Let $K$ be an algebraically closed field and let $A$ and $B$ be finite dimensional algebras over $K$. Let $e_1,\ldots, e_n$ be orthogonal primitive idempotents of $A$ summing to $1$ and $f_1,\ldots, f_m$ be orthogonal primitive idempotents of $B$ summing to $1$. Then the $e_i\otimes f_j$ form a set of orthogonal primitive idempotents of $A\otimes_K B$ summing to $1$. Moreover, $(A\otimes_K B)(e_i\otimes f_j)\cong (A\otimes_K B)(e_{i'}\otimes f_{j'})$ if and only if $Ae_i\cong Ae_{i'}$ and $Bf_j\cong Bf_{j'}$. Note that this need not hold if $K$ is not algebraically closed.

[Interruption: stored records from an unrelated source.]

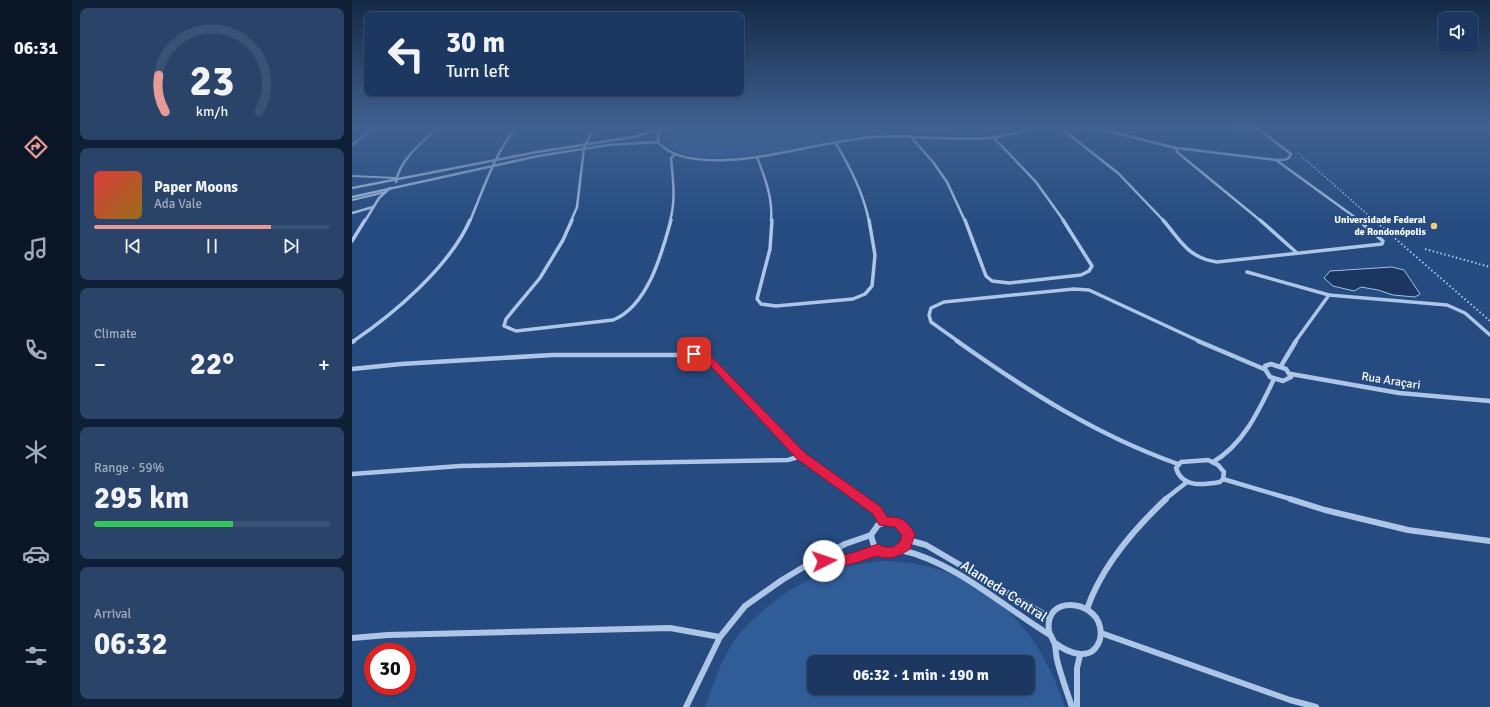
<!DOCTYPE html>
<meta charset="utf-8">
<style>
:root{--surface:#1c3860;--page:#294369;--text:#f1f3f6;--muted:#a0acbd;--line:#3a5275;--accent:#e69b98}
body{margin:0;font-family:Signika,sans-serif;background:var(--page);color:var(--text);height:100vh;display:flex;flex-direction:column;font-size:15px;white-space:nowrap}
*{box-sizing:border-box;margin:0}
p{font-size:13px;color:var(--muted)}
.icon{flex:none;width:22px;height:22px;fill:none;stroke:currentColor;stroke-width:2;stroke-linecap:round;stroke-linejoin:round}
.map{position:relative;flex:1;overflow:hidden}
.drawer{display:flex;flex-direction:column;gap:8px;padding:8px;background:#0f1f35;width:280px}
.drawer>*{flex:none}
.top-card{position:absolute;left:12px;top:12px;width:380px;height:84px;border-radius:8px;box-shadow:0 1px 3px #0004,0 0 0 1px var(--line);background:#1c3860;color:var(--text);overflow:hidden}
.controls{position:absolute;left:1086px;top:12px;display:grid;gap:8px}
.controls a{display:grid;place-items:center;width:40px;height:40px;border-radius:8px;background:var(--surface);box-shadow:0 1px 3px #0004,0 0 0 1px var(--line);font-size:20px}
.speed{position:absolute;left:12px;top:643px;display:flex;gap:8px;font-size:20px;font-weight:700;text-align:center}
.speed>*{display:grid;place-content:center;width:52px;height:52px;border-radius:50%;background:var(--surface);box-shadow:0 1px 3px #0004,0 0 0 1px var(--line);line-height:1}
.speed .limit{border:6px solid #d22;background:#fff;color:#111}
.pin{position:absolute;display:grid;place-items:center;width:34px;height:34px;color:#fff;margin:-17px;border-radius:8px;box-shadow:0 2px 6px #0006}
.me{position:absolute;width:44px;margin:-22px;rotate:86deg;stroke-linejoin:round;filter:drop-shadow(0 0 3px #0008)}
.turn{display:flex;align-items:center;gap:14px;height:84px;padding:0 16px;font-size:18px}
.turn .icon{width:52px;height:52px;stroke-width:2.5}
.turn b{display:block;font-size:28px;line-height:34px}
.big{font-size:30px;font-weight:700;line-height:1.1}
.drawer .card{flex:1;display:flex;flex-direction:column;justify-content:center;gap:6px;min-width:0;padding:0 14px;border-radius:8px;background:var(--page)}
.drawer .dial{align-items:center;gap:0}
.dial svg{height:104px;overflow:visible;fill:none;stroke:var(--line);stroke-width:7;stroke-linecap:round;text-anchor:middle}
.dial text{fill:var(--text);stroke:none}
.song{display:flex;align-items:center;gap:12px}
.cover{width:48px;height:48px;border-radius:6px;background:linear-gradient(135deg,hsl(0 70% 55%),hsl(40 70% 35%))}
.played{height:4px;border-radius:2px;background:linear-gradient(90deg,var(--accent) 75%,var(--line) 75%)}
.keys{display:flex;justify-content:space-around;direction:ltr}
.heat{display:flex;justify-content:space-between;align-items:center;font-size:22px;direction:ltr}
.charge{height:6px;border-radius:3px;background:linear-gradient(90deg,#34c759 59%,var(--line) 0)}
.trip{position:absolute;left:455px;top:655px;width:228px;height:40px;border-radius:8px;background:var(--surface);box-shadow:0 1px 3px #0004,0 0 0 1px var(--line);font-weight:700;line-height:40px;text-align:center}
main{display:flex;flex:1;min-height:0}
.menu{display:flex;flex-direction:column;width:72px;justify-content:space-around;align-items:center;background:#0b1626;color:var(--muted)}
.menu .icon{width:28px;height:28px}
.menu .selected{color:var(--accent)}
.menu b{font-size:18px;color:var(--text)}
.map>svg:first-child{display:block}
.green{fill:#305c98;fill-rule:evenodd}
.water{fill:#1a3661;stroke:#a1bfe7}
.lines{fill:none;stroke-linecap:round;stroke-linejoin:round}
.path-far1{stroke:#adc5e6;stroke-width:1.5;stroke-dasharray:1.5 2;stroke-linecap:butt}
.path{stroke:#adc5e6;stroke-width:2;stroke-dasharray:1.5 2.5;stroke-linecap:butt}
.service{stroke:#adc5e6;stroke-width:2}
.minor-far3{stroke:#adc5e6;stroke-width:2.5}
.minor-far2{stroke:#adc5e6;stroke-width:3.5}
.minor-far1{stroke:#adc5e6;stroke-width:4.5}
.minor{stroke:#adc5e6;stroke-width:6}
.route{fill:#e11d48;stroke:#92132f}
.poi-dot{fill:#f0cf71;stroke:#254b80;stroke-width:1.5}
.labels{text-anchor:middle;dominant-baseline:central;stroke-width:4;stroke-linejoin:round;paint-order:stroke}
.far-poi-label{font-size:10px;font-weight:bold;fill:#fff;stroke:#254b80;text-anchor:end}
.street-label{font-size:12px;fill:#fff;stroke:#254b80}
.near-street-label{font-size:14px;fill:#fff;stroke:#254b80}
</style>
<main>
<nav class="menu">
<b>06:31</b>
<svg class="icon selected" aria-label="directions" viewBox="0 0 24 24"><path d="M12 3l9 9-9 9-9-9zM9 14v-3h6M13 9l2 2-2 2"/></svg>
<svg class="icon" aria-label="music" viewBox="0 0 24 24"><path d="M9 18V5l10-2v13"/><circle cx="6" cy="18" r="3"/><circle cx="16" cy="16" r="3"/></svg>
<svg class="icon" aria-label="phone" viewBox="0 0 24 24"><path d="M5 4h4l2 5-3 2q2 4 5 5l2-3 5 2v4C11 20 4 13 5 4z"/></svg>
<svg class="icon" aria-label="climate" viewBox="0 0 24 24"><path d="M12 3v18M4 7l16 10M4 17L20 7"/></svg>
<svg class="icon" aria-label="car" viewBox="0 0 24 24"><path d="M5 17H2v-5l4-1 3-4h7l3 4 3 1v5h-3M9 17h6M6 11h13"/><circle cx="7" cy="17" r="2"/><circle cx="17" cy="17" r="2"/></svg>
<svg class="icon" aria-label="filters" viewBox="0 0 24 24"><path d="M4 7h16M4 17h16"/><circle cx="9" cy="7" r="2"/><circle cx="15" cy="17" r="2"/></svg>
</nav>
<section class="drawer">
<div class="card dial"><svg viewBox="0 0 100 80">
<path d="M14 69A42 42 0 1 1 86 69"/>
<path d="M14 69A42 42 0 0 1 9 41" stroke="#e69b98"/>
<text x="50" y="56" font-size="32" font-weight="700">23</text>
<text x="50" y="72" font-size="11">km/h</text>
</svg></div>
<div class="card">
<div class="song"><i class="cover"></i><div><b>Paper Moons</b><p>Ada Vale</p></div></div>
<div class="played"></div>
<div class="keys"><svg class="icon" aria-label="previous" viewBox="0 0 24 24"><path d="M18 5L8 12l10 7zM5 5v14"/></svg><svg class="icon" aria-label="pause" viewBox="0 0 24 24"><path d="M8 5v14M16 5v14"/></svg><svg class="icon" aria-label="next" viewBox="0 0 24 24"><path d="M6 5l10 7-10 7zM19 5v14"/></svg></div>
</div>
<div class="card"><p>Climate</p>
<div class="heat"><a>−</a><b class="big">22°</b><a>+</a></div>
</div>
<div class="card"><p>Range · 59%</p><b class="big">295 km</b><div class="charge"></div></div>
<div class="card"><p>Arrival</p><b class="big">06:32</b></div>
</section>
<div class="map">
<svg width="1138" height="707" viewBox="0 0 1138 707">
<rect width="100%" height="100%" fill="#254b80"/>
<g class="green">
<path d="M317,127h356c-37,16 -76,7 -115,7 -15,0 -30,1 -45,3 -53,5 -106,22 -160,20 -13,-1 -37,-4 -41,-19z"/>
<path d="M531,561c95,2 153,59 182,146h-360c8,-21 15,-45 28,-64 5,-9 14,-18 22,-25 35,-35 79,-53 128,-57zM462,662h214v26h-214z"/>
</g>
<path class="water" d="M1040,267l12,3 16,24 -5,3 -22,-2 -15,-5 -17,-3 -7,4 -21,-5 -9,-8 6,-7z"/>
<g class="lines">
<path class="path-far1" d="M946,153l77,68"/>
<g class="path">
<path d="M1022,220l116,101"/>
<path d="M1073,249l65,18"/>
</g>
<g class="service">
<path d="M0,145l24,-18"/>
<path d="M0,176l44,2"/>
<path d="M0,200l34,-8"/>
</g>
<g class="minor-far3">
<path d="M311,127l-5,8v7c12,14 31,17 50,18 55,2 110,-18 165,-23 53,-4 108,12 159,-10"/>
<path d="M711,127v3l55,43 46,48"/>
<path d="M739,127l85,21 100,12c6,0 13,1 15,-6l-35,-27"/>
<path d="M881,127l24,1"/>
<path d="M558,136l23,26 14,20 18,39"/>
<path d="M642,138l42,44 28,39"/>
<path d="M483,142c15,25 28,50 34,79"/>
<path d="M824,148l1,4 84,69"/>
<path d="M405,157c8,21 16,41 14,64"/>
<path d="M924,160l84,61"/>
<path d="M44,182c3,-22 27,-41 43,-55"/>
<path d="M0,188l185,-36 97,-15 28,-9"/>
<path d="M0,197l186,-41 70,-11 50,-3"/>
<path d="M0,213l21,-6"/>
<path d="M13,221l14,-23 11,-10"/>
<path d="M118,221c14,-33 24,-66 46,-94"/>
<path d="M219,221l6,-14 7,-59 10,-21"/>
<path d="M318,221c6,-21 3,-42 1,-63l4,-4"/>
</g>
<g class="minor-far2">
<path d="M220,220l-9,20 -23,38 -34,41 -2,7 12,5 97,-11c35,-14 49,-67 58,-100"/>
<path d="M420,220l-2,29 -13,50 4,5 15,2 77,-7 12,-5 7,-8 3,-31 -6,-35"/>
<path d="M613,220l21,56 6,5 17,2 72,-8 8,-4 3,-5 -29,-46"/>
<path d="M811,220c18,21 25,38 54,42l165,-18 1,-3 -25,-21"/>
<path d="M908,220l37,33"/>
<path d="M0,241l13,-21"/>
<path d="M895,272l82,23 118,10 18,8 25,22"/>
<path d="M0,342c42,-28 98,-76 118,-122"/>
<path d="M607,342l-28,-20 -2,-7 2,-7 13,-6 130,-13 15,1 112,52"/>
<path d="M943,342l34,-47"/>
</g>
<g class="minor-far1">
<path d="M605,341c69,49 141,95 221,123"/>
<path d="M846,341l66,28"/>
<path d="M0,342l2,-1"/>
<path d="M919,364l15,5 5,8 -8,4 -13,-4 -5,-8v-3z"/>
<path d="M929,366l15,-25"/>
<path d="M0,369l49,-5 151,-9h150l6,3 93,98 61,44"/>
<path d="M939,374l108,19 91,8"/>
<path d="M856,460l10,5 6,7 -1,7 -3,3c-17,3 -38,6 -44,-14l5,-6z"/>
<path d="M861,462c31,-18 46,-52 61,-83"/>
<path d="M0,474l108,-8 328,-6 13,-4"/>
<path d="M871,479l71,21"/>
<path d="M812,500l23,-18"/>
</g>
<g class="minor">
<path d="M509,499l16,12 6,11"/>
<path d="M938,499l35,11 83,20 82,11"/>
<path d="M537,521l13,3 6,10c-3,16 -20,27 -33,13 -2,-3 -3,-8 -4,-12l7,-10z"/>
<path d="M556,540l18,5 123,72"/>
<path d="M549,550c56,13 101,56 149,85"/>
<path d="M462,562l35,-3 29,-9"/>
<path d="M735,609c14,-41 47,-80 79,-110"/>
<path d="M749,633l189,67 26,7"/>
<path d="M0,638l36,-3 282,-7 50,9"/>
<path d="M703,643c13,10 36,19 44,-1 2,-4 2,-11 1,-15 -5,-27 -56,-33 -51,4 1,5 5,9 6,14 1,5 1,10 2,15 4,16 10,32 15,47"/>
<path d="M334,707l34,-70 25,-31 37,-26 30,-18 33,-18 26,-9"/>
<path d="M725,707v-39l3,-13"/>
</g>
</g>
<linearGradient id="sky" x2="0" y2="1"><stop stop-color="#142946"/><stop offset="0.56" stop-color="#406191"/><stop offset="1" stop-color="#406191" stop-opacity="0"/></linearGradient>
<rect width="1138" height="226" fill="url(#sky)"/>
<path class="route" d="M342,351l17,5 94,97 76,54 6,10c14,-1 21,4 28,17l-5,15c-11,7 -20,12 -33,7 -16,5 -41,15 -57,9l-2,-4 2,-4 29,-3 29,-10 6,3h9l7,-5 2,-7 -7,-8 -16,-2 -6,-11 -76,-55 -92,-99 -14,-4 -2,-2 2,-2z"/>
<circle class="poi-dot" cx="1082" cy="226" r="4"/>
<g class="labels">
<g class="far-poi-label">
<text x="1074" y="220">Universidade Federal<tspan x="1074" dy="12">de Rondonópolis</tspan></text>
</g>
<g class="street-label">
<text transform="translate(1039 381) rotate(9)">Rua Araçari</text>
</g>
<g class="near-street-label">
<text transform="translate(652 591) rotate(33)">Alameda Central</text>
</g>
</g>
</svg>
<div class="controls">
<a><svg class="icon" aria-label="sound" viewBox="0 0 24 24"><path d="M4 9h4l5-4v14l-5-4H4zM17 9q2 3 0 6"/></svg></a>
</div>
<div class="speed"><div class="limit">30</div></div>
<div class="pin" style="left:342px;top:354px;background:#d93025"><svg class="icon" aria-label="arrive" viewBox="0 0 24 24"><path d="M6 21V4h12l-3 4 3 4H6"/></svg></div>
<svg class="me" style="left:472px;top:561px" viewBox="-20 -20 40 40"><circle r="19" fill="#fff"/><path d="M0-13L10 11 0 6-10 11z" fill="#e11d48"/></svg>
<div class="trip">06:32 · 1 min · 190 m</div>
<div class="top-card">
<div class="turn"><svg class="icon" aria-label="left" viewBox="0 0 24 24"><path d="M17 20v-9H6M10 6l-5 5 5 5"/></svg><div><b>30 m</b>Turn left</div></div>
</div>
</div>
</main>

I know how to prove these things but I want to cite this in a paper I'm writing and couldn't find this spelled out in any of my usual references on finite dimensional algebras. I don't really want to put a proof in my paper as it is a bit far a field. Actually, what I want to use this for is to conclude that the basic algebra of $A\otimes_K B$ is the tensor product of the basic algebras of $A$ and $B$ (again with $K$ algebraically closed).
I would greatly appreciate any reference, particularly, to a book.